THIS ARTICLE IS republished from The Conversation under a Creative Commons license.
On Valentine’s Day 2025, dense rains started to fall successful parts of agrarian Appalachia. Over the people of a fewer days, residents successful eastbound Kentucky watched arsenic stream levels roseate and surpassed flood levels. Emergency teams conducted over 1,000 h2o rescues. Hundreds, if not thousands of radical were displaced from homes, and full concern districts filled with mud.
For some, it was the 3rd clip successful conscionable 4 years that their homes had flooded, and the process of disposing of destroyed furniture, cleaning retired the muck, and starting anew is opening again.
Floods wiped retired businesses and homes successful eastbound Kentucky successful February 2021, July 2022, and present February 2025. An adjacent greater standard of demolition deed eastbound Tennessee and occidental North Carolina successful September 2024, erstwhile Hurricane Helene’s rainfall and flooding decimated towns and washed retired parts of major highways.
Each of these events was considered to beryllium a “thousand-year flood,” with a 1-in-1,000 accidental of happening successful a fixed year. Yet they’re happening much often.
The floods person highlighted the resilience of section people to enactment unneurotic for corporate endurance successful agrarian Appalachia. But they person besides exposed the deep vulnerability of communities, galore of which are located on creeks astatine the basal of hills and mountains with mediocre exigency informing systems. As short-term cleanup leads to semipermanent betterment efforts, residents tin look daunting barriers that permission galore facing the aforesaid flood risks implicit and implicit again.
Exposing a Housing Crisis
For the past 9 years, I person been conducting probe connected agrarian wellness and poorness successful Appalachia. It’s a analyzable portion often painted successful wide brushstrokes that miss the geographic, socioeconomic, and ideological diverseness it holds.

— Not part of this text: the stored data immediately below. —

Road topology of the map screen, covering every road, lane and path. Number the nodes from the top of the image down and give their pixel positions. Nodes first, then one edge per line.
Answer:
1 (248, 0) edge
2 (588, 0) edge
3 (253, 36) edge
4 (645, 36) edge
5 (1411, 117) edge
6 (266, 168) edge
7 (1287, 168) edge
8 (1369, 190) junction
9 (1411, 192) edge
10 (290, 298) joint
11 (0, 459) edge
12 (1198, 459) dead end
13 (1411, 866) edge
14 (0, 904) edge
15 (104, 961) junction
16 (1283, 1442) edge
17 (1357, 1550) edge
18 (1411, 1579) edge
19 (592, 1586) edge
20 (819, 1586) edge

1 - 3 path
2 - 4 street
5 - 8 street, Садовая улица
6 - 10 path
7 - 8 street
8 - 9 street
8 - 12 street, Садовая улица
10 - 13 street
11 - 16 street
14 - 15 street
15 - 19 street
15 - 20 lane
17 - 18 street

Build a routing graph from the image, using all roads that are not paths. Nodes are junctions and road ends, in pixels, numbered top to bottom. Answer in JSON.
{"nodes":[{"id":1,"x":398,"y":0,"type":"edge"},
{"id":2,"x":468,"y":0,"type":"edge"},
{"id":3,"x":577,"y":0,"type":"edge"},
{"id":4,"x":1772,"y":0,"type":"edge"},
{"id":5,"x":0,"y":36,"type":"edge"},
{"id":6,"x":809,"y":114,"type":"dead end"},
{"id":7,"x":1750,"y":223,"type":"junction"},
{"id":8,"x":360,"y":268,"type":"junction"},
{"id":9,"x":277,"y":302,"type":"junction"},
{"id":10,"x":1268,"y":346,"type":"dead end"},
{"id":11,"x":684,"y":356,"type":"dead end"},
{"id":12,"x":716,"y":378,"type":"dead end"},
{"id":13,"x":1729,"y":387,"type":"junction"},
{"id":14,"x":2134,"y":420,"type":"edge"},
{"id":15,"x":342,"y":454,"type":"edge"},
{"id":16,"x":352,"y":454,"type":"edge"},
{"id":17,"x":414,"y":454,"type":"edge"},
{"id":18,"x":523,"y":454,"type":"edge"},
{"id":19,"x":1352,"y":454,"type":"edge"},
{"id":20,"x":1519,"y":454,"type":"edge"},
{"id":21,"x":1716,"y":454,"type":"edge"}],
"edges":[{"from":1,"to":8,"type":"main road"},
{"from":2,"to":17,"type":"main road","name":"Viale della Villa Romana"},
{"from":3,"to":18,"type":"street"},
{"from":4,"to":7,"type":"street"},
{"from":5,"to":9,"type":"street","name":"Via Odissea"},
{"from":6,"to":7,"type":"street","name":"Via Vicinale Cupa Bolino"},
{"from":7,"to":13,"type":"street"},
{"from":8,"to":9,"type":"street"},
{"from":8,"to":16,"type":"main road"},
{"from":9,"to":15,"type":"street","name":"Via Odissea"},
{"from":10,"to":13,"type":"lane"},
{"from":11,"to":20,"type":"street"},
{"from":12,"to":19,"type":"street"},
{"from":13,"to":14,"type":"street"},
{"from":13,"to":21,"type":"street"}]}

Appalachia is home to a vibrant culture, a fierce consciousness of pride, and a beardown consciousness of love. But it is besides marked by the omnipresent backdrop of a declining ember industry.
There is sizeable section inequality that is often overlooked successful a portion portrayed arsenic one-dimensional. Poverty levels are so high. In Perry County, Kentucky, wherever 1 of eastbound Kentucky’s larger cities, Hazard, is located, nearly 30 percent of the colonisation lives nether the national poorness line. But the average income of the apical 1 percent of workers successful Perry County is astir $470,000—17 times much than the mean income of the remaining 99 percent.